Normalizing diplomatic relations and lifting the oil blockade would not reward repression; it would empower the Cuban people. Greater economic engagement would create space for civil society and increase public pressure for meaningful reform. At the same time, it would narrow Havana’s ability to scapegoat the U.S. embargo for its own structural inefficiencies and policy failures.

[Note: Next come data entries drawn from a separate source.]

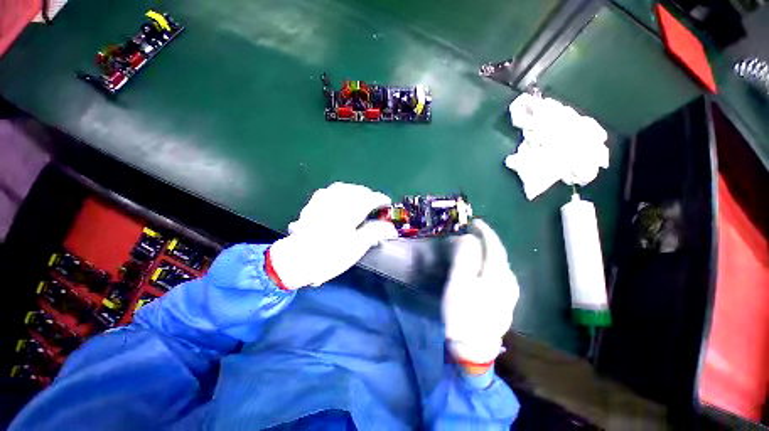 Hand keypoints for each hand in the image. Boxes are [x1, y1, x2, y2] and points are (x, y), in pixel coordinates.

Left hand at [268, 182, 397, 288]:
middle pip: (357, 190)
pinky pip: (330, 191)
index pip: (371, 199)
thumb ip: (375, 232)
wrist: (297, 259)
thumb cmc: (330, 255)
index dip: (381, 200)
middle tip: (376, 203)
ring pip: (343, 187)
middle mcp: (337, 201)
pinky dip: (341, 191)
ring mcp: (323, 201)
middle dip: (369, 194)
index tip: (387, 203)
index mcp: (350, 211)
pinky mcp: (313, 204)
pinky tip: (341, 198)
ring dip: (356, 190)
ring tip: (361, 198)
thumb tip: (391, 228)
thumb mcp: (357, 246)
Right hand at [443, 219, 519, 367]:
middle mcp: (509, 281)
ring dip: (488, 252)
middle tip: (472, 233)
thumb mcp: (459, 282)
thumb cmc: (463, 312)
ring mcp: (510, 293)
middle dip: (487, 241)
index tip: (475, 222)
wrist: (473, 348)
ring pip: (500, 265)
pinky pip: (499, 275)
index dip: (485, 231)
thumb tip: (469, 238)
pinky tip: (482, 267)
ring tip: (476, 247)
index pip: (494, 245)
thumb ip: (465, 257)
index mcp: (498, 274)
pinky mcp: (505, 301)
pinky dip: (490, 264)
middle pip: (499, 254) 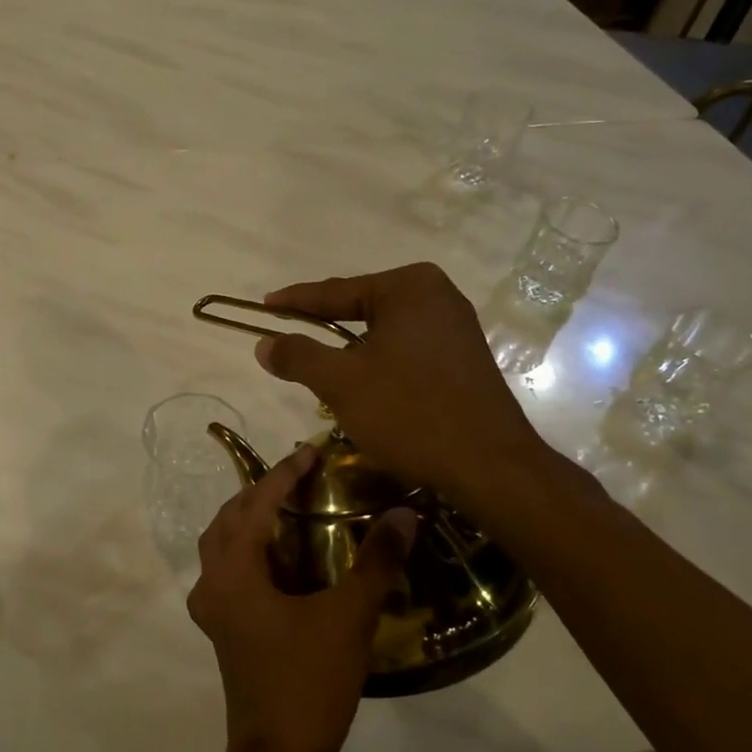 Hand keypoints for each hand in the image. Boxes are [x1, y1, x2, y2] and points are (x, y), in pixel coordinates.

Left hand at [187, 445, 416, 751]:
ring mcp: (212, 611)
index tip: (311, 451)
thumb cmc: (308, 680)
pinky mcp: (223, 631)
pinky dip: (250, 552)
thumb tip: (405, 513)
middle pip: (228, 520)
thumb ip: (377, 562)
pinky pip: (229, 573)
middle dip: (259, 492)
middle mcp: (212, 584)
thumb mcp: (349, 617)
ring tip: (287, 508)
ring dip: (249, 521)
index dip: (283, 474)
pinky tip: (281, 560)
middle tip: (298, 477)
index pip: (256, 505)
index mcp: (234, 572)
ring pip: (222, 547)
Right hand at [254, 263, 548, 509]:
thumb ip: (298, 356)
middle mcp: (437, 295)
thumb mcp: (341, 382)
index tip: (264, 305)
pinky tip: (365, 385)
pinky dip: (379, 363)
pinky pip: (407, 350)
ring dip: (352, 351)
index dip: (295, 301)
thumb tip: (264, 343)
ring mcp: (456, 326)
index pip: (336, 291)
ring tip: (320, 365)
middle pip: (362, 308)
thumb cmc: (409, 412)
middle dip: (324, 326)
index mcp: (408, 287)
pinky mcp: (464, 357)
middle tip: (288, 337)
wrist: (488, 464)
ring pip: (384, 332) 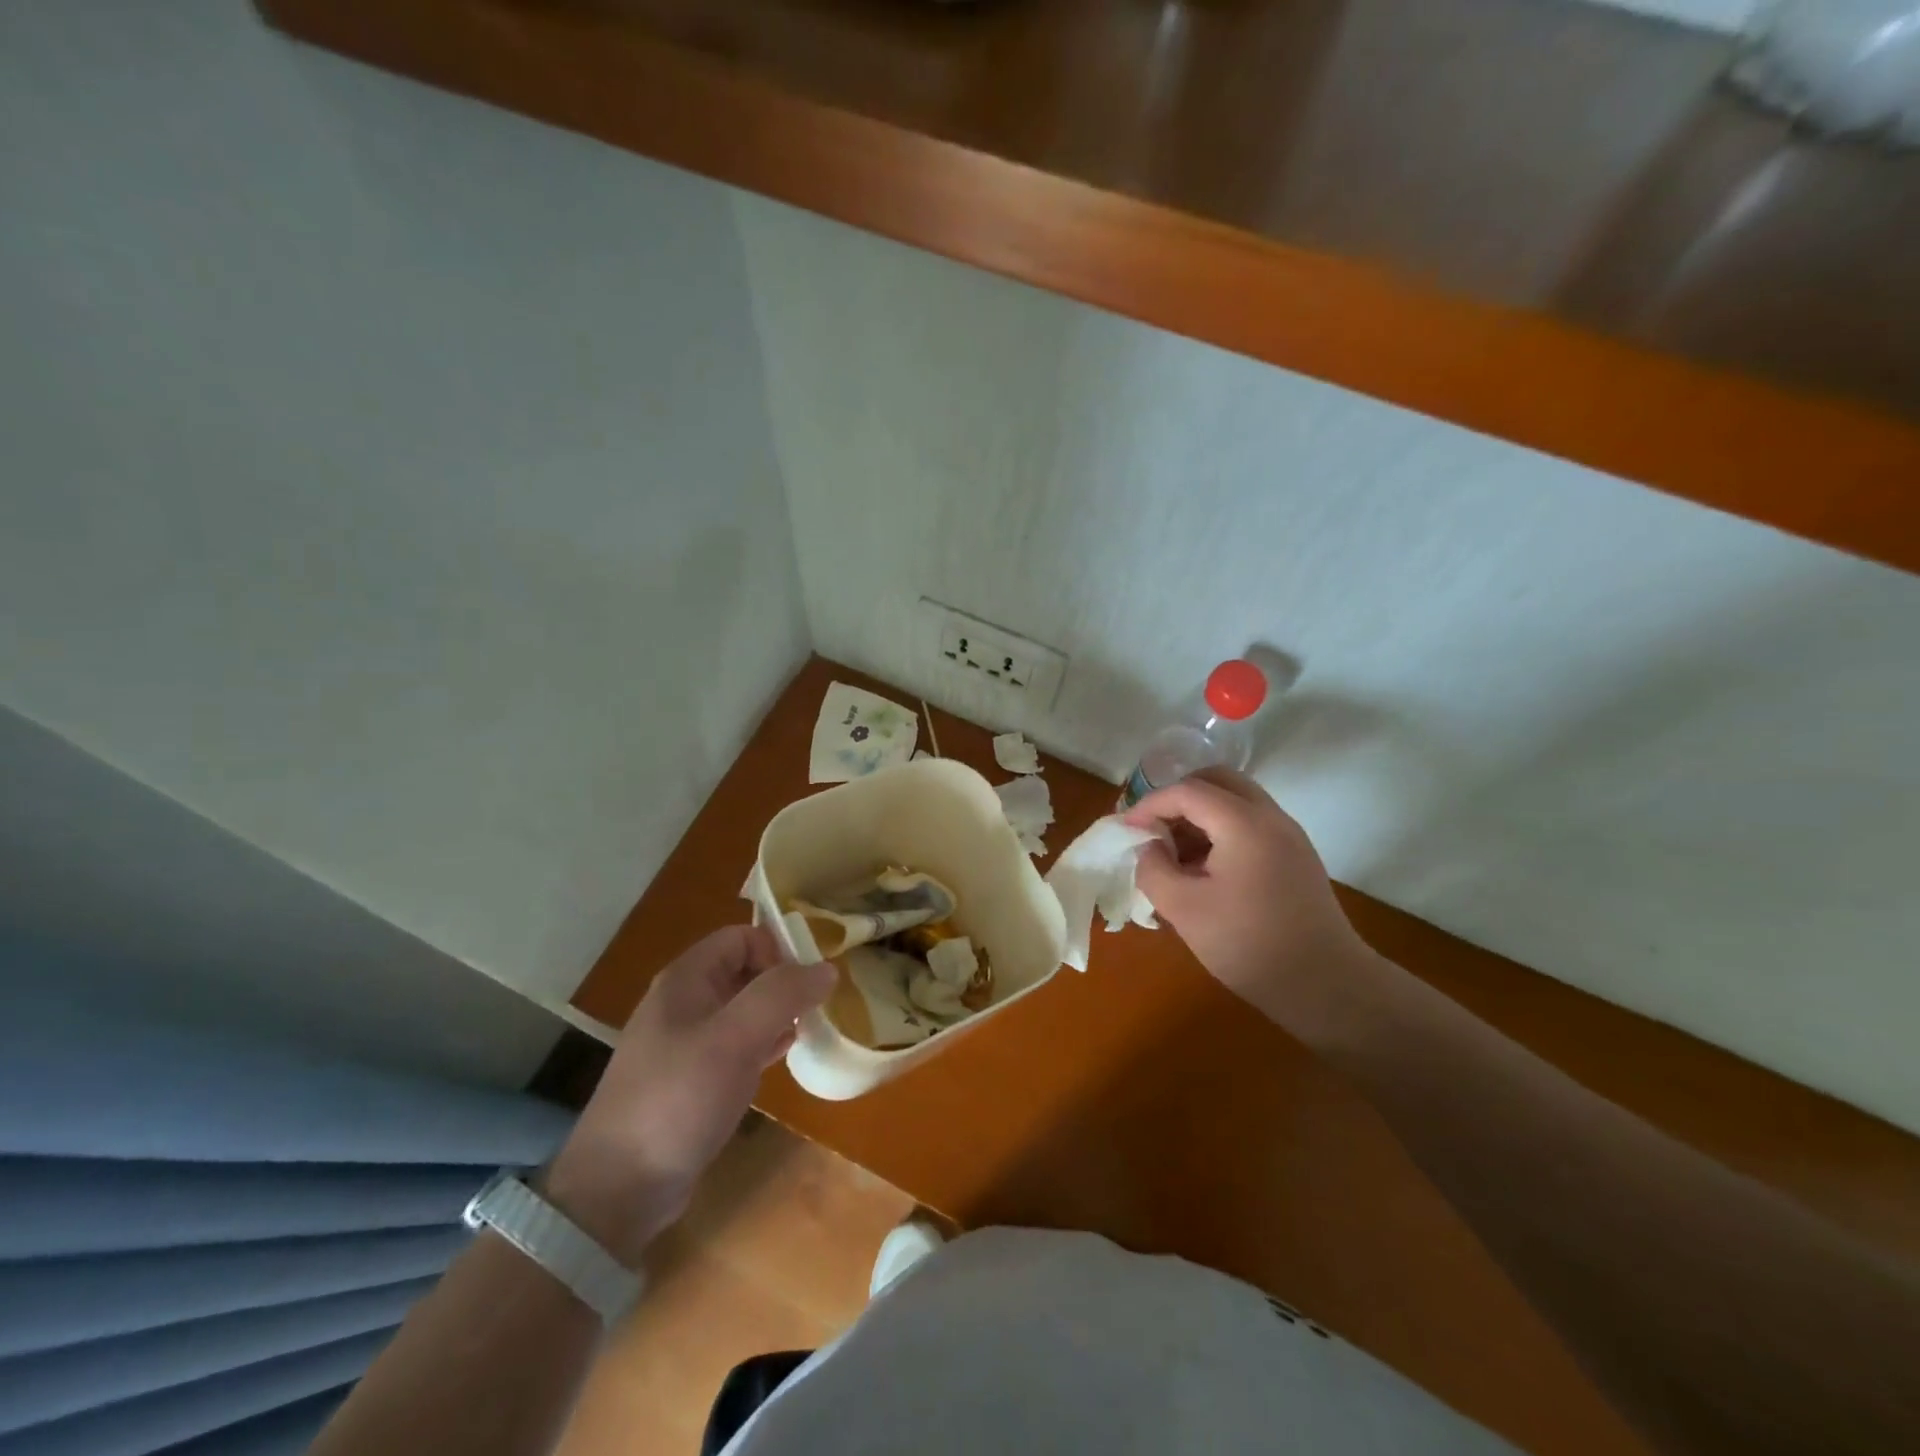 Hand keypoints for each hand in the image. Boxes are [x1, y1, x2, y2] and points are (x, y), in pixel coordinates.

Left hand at [542, 926, 835, 1264]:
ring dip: (777, 1014)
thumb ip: (782, 995)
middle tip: (816, 1009)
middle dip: (783, 983)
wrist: (620, 1187)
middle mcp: (685, 1002)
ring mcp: (686, 1042)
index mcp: (686, 979)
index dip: (777, 950)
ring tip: (808, 1030)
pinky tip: (784, 1057)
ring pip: (743, 1008)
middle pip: (744, 970)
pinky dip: (764, 1043)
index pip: (742, 937)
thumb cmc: (678, 1098)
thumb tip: (827, 968)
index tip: (808, 983)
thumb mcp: (735, 1038)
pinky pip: (737, 1044)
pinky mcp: (692, 1078)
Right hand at [1124, 768, 1378, 1039]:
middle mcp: (1271, 817)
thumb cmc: (1249, 944)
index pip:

Improved relations would also advance U.S. security interests. Expanded cooperation with Cuban authorities could strengthen maritime interdiction and anti–drug trafficking efforts in the Caribbean, reducing the flow of illicit narcotics, including fentanyl, toward American shores.
A strategy rooted in engagement rather than isolation would better serve both the Cuban people and U.S. national interests. Unfortunately, Rubio seems intent on making Cuba into another Haiti.